Definition : it is the growing economic interdependence among countries as reflected in the increasing cross-border flow of goods, services, capital and know-how.

It is like seeing the world as one single global market.

Causes of globalisation :

  • Voyages of Discovery in the 16th century, and the Industrial Revolution in the 19th.
  • The growth of capitalism
  • Improved air-travel and communication
  • Deregulation (Thatcher / Reagan)
  • Fall of Berlin Wall and collapse of the Soviet Union : victory of capitalism on communism.
  •  Internet (“everything is at the touch of the button”, “the world is at your fingertips”)
  • The development of international institutions (IMF, WTO, World Bank)

Main territories :

  • Tree centers : North America, Europe and Eastern Asia (= TRIAD).
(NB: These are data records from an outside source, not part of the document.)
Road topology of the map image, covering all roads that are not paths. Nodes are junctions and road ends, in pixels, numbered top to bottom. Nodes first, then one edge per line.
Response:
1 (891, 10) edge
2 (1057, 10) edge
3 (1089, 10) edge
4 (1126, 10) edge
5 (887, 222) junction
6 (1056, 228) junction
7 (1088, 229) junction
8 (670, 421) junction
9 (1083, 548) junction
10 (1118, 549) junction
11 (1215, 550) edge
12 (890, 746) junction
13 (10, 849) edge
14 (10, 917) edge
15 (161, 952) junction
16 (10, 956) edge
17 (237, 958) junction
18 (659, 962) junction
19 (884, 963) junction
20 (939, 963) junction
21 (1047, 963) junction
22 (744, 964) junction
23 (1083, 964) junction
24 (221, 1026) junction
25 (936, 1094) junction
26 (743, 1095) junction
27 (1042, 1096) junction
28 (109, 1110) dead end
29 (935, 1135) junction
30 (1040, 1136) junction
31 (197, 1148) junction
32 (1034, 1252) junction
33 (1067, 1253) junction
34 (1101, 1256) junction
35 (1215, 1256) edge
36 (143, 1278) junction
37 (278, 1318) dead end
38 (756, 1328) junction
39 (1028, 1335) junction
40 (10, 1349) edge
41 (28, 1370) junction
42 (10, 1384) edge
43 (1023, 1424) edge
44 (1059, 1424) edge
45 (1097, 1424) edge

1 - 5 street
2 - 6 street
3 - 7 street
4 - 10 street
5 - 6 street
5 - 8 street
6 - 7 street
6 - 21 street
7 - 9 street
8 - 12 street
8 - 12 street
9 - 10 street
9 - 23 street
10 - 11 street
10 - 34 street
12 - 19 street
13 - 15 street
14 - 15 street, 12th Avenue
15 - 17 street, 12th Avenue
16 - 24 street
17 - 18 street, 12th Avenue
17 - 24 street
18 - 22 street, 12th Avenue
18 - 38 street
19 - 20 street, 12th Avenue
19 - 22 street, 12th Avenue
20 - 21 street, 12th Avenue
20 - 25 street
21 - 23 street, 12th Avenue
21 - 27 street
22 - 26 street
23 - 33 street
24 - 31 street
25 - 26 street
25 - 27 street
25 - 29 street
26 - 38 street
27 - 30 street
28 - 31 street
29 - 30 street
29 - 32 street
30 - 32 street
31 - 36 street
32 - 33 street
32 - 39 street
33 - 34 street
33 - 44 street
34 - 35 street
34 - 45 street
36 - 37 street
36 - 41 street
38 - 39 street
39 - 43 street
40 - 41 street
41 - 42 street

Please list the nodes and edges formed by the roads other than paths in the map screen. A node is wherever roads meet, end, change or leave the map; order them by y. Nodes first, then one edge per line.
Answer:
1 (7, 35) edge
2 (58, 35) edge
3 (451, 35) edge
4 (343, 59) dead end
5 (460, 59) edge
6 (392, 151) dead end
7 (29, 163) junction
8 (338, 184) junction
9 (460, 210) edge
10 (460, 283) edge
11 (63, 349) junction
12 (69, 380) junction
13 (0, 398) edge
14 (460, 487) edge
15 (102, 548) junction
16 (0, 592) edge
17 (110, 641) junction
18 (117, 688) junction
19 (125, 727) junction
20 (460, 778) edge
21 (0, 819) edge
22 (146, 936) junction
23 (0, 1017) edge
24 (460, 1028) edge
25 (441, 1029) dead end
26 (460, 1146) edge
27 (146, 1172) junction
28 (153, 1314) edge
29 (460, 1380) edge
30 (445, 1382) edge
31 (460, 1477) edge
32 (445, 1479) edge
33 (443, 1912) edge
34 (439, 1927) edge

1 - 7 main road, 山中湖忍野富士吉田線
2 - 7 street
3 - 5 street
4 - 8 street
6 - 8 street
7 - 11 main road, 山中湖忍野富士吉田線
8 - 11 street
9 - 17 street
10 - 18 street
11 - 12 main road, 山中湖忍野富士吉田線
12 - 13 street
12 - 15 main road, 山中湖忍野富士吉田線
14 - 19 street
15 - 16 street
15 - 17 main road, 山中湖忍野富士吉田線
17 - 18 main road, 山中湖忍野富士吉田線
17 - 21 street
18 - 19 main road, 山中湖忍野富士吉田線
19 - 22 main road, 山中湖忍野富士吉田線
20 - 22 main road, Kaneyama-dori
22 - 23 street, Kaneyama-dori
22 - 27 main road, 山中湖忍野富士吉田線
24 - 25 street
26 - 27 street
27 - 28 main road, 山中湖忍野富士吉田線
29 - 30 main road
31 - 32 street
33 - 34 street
They play a major role politically, ideologically, culturally and scientifically.
  • New centers called BRICS : Brazil, Russia, India, China and South Africa

Arguments for globalisation :

  • It makes the world richer
  • The “Third world” countries will benefit from this
  • Asian countries prospered thanks to globalisation.
  • Free trade have caused the diffusion of prosperity

Arguments against globalisation :

  •  It divides the world into Rich/Poor, North/South.
  • There is more trade, but only rich countries
  • FMN make what is best for them, and not for the country or its inhabitants
  •  There is only little control : it led to economic crisis
  • Undemocratic system : the FMN and IMF are not elected as a government is.
  • Individual word-wide power and no control (ex : Rupert Murdoch)
  • Loss of cultural identity : the world is becoming the same everywhere
  • Exploitation of the poor.

Causes of the recent crisis :

  • American banks lent too much credit to people who could not pay back the loans (“sub-prime mortgages”)
  • Because American banks lent to foreign banks, the crisis spread in other countries (especially Iceland and GB)
  • People can’t buy goods, it led to a collapse in manufacturing industry

The response to the crisis :

  • USA and GB : governments spent billions to pay the debts of the banks
  • Europe : the EU tried to find a common solution, but each government wanted to protect its own country
  • There are European countries which are more touched than other : Greece, Spain, Ireland… Germany refused to pay for weak countries, because it could be touched.

Conclusion :

It is unlikely that globalisation will “stop” because of the crisis but it will need to be more regulated than before, especially in the banking and finance sectors.